OpenCV is not made to deal with alpha channels. it can read and write the format. it has no functions to operate on such pictures. there is no easy fix, no single function to do what you need. this issue needs some thought.
the issue with alpha channels is that most people don’t know how they really work, how to work with them.
let’s take the black lines adjacent to transparent areas. pixels in the fully transparent region don’t matter, so they can have arbitrary RGB values, but pixels on the edge do matter. those have to have the same color value as fully opaque pixels, and the alpha channel modulates that.

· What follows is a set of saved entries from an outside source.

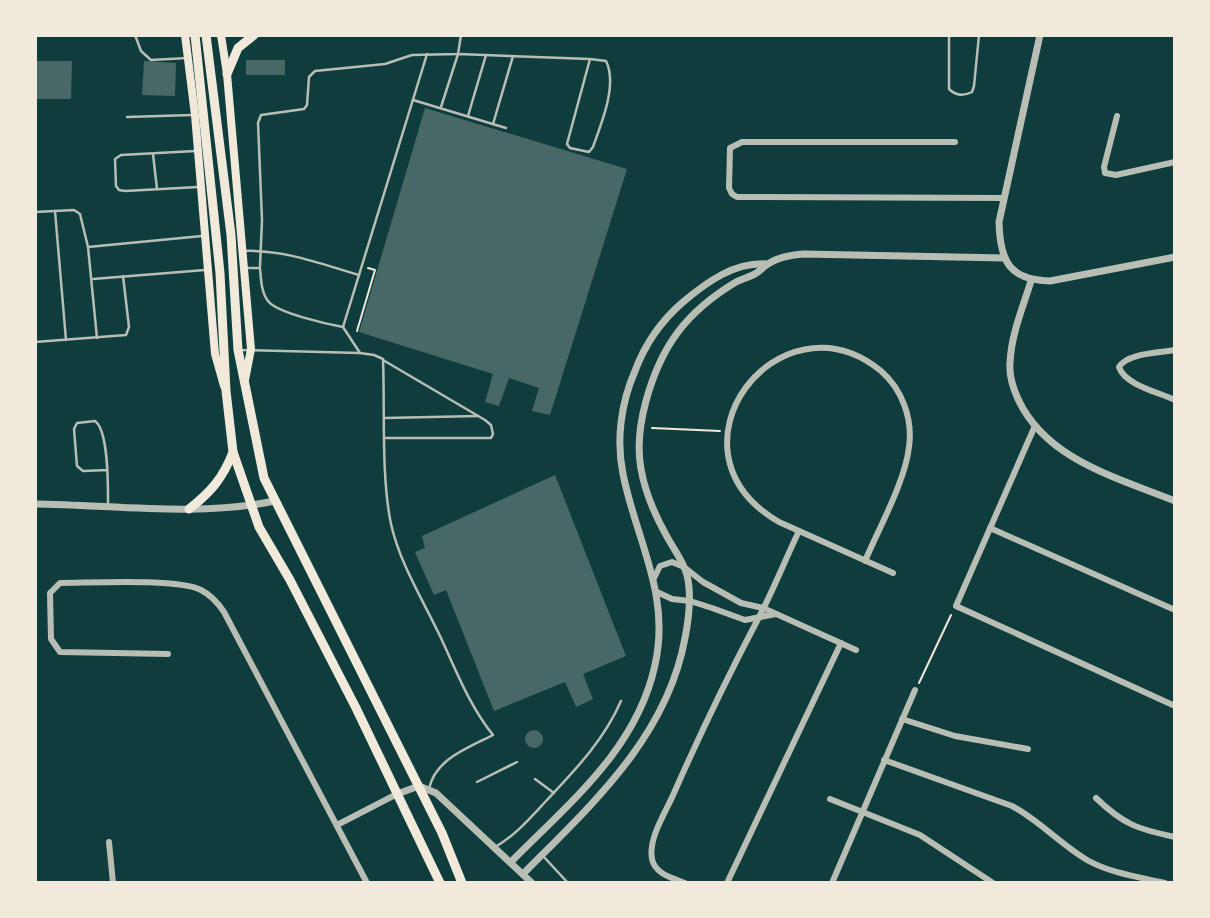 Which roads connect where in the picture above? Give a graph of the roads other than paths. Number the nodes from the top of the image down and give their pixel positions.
1 (135, 35) edge
2 (185, 35) edge
3 (195, 35) edge
4 (206, 35) edge
5 (221, 35) edge
6 (254, 35) edge
7 (461, 35) edge
8 (949, 35) edge
9 (979, 35) edge
10 (1040, 35) edge
11 (427, 54) junction
12 (458, 54) junction
13 (486, 55) junction
14 (513, 56) junction
15 (189, 58) junction
16 (590, 59) junction
17 (227, 74) junction
18 (413, 100) junction
19 (441, 107) junction
20 (195, 115) junction
21 (468, 116) junction
22 (1117, 116) dead end
23 (127, 117) dead end
24 (493, 124) junction
25 (506, 128) dead end
26 (955, 142) dead end
27 (198, 150) junction
28 (153, 153) junction
29 (1175, 162) edge
30 (201, 187) junction
31 (158, 189) junction
32 (1004, 198) junction
33 (55, 211) junction
34 (35, 212) edge
35 (205, 235) junction
36 (88, 247) junction
37 (261, 250) junction
38 (243, 251) junction
39 (1175, 257) edge
40 (1005, 258) junction
41 (768, 264) junction
42 (244, 268) junction
43 (260, 268) junction
44 (208, 270) junction
45 (359, 275) junction
46 (123, 276) junction
47 (92, 279) junction
48 (1031, 281) junction
49 (343, 327) junction
50 (35, 337) edge
51 (97, 338) junction
52 (66, 341) junction
53 (35, 342) edge
54 (251, 349) junction
55 (238, 350) junction
56 (1175, 350) edge
57 (360, 352) junction
58 (383, 359) junction
59 (245, 380) junction
60 (226, 391) junction
61 (1175, 400) edge
62 (478, 415) junction
63 (385, 418) junction
64 (1034, 428) junction
65 (386, 438) junction
66 (233, 452) junction
67 (107, 470) junction
68 (1175, 501) edge
69 (275, 502) junction
70 (35, 504) edge
71 (108, 506) junction
72 (251, 506) junction
73 (189, 509) junction
74 (990, 528) junction
75 (799, 531) junction
76 (865, 561) junction
77 (684, 567) junction
78 (893, 573) dead end
79 (654, 578) junction
80 (657, 592) junction
81 (690, 601) junction
82 (763, 608) junction
83 (1175, 610) edge
84 (776, 614) junction
85 (760, 617) junction
86 (841, 643) junction
87 (856, 650) dead end
88 (168, 654) dead end
89 (915, 690) road end
90 (621, 701) dead end
91 (1175, 706) edge
92 (902, 719) junction
93 (1028, 749) dead end
94 (884, 760) junction
95 (517, 762) dead end
96 (535, 779) dead end
97 (477, 782) dead end
98 (419, 786) junction
99 (429, 789) junction
100 (554, 793) junction
101 (397, 794) junction
102 (830, 799) dead end
103 (1096, 799) dead end
104 (862, 811) junction
105 (337, 825) junction
106 (1175, 837) edge
107 (109, 842) dead end
108 (495, 848) junction
109 (542, 855) junction
110 (511, 862) junction
111 (523, 874) junction
112 (113, 883) edge
113 (368, 883) edge
114 (440, 883) edge
115 (462, 883) edge
116 (532, 883) edge
117 (568, 883) edge
118 (685, 883) edge
119 (727, 883) edge
120 (832, 883) edge
121 (993, 883) edge
122 (1165, 883) edge

1 - 15 lane
2 - 15 main road
3 - 60 main road
4 - 55 main road
5 - 17 main road
6 - 17 main road
7 - 12 lane
8 - 9 lane
10 - 32 street
11 - 12 lane
11 - 18 lane
11 - 37 lane
12 - 13 lane
12 - 19 lane
13 - 14 lane
13 - 21 lane
14 - 16 lane
14 - 24 lane
15 - 20 main road
16 - 16 lane
17 - 38 main road
18 - 19 lane
18 - 45 lane
19 - 21 lane
20 - 23 lane
20 - 27 main road
21 - 24 lane
22 - 29 street
24 - 25 lane
26 - 32 street
27 - 28 lane
27 - 30 main road
28 - 31 lane
28 - 31 lane
30 - 31 lane
30 - 35 main road
32 - 40 street
33 - 34 lane
33 - 36 lane
33 - 52 lane
35 - 36 lane
35 - 44 main road
36 - 47 lane
37 - 38 lane
37 - 43 lane
37 - 45 lane
38 - 42 main road
39 - 48 street
40 - 41 street
40 - 48 street
41 - 77 street
41 - 79 street
42 - 43 lane
42 - 54 main road
43 - 49 lane
44 - 46 lane
44 - 60 main road
45 - 49 lane
46 - 47 lane
46 - 51 lane
47 - 51 lane
48 - 64 street
49 - 57 lane
50 - 53 lane
51 - 52 lane
52 - 53 lane
54 - 55 lane
54 - 57 lane
54 - 59 main road
55 - 59 main road
56 - 61 street
57 - 58 lane
58 - 62 lane
58 - 63 lane
59 - 69 main road
60 - 66 main road
62 - 63 lane
62 - 65 lane
63 - 65 lane
64 - 68 street
64 - 74 street
65 - 99 lane
66 - 72 main road
66 - 73 main road
67 - 67 lane
67 - 71 lane
69 - 72 street
69 - 98 main road
70 - 71 street
71 - 73 street
72 - 73 street
72 - 101 main road
74 - 83 street
74 - 91 street
75 - 76 street
75 - 76 street
75 - 82 street
76 - 78 street
77 - 79 street
77 - 81 street
77 - 82 street
79 - 80 street
80 - 81 street
80 - 110 street
81 - 85 street
81 - 109 street
82 - 84 street
82 - 85 street
84 - 85 street
84 - 86 street
85 - 118 street
86 - 87 street
86 - 119 street
88 - 105 street
89 - 92 street
90 - 100 lane
92 - 93 street
92 - 94 street
94 - 104 street
94 - 122 street
95 - 97 lane
96 - 100 lane
98 - 99 street
98 - 101 street
98 - 115 main road
99 - 108 street
100 - 108 lane
101 - 105 street
101 - 114 main road
102 - 104 street
103 - 106 street
104 - 120 street
104 - 121 street
105 - 113 street
107 - 112 street
108 - 110 street
109 - 111 street
109 - 117 lane
110 - 111 street
111 - 116 street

if such a picture is resized trivially, adjacent fully transparent pixels, which have arbitrary RGB values, get mixed into the edge pixels’ color, and that destroys things. the resize completely ignores the alpha channel in its operation, treats all channels separately.
what you need to do is fill those transparent (alpha 0) pixels’ values from neighboring non-0 pixels.

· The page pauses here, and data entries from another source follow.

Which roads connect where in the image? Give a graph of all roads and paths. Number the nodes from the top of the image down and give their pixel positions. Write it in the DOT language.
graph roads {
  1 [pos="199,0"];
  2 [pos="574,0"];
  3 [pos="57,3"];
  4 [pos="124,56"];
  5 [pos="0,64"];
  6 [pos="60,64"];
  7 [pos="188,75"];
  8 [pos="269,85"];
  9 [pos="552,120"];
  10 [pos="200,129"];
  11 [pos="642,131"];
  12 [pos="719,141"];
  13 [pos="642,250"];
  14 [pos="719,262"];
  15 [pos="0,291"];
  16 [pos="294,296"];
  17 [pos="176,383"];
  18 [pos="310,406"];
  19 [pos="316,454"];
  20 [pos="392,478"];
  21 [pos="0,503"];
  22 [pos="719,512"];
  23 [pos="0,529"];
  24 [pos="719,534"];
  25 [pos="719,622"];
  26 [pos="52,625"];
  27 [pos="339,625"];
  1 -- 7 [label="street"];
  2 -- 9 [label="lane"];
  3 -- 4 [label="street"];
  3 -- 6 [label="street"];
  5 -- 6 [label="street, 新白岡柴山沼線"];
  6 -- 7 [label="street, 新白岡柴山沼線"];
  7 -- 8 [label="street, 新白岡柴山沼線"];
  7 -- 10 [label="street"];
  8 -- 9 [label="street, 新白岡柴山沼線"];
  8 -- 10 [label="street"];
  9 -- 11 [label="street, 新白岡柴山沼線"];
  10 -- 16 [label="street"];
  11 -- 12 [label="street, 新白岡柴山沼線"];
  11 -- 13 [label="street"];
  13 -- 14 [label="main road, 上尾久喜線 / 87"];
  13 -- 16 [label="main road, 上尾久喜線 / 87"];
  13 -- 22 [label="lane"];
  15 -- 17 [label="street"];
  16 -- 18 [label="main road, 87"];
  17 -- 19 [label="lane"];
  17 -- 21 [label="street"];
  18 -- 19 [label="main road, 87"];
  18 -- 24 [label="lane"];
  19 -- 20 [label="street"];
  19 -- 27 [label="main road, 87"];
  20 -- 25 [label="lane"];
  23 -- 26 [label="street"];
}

there are likely a lot of ways to solve this, some may even be easy and cheap.
without giving it much thought, I’d advise to use inpainting. use (alpha == 0)
for the mask of pixels that need inpainting. you only need bordering pixels and they only need to replicate nearby non-transparent color. inpainting usually does way more than that.
perhaps use a mask like (alpha == 0) & dilate(alpha > 0)
, which only selects those adjacent pixels.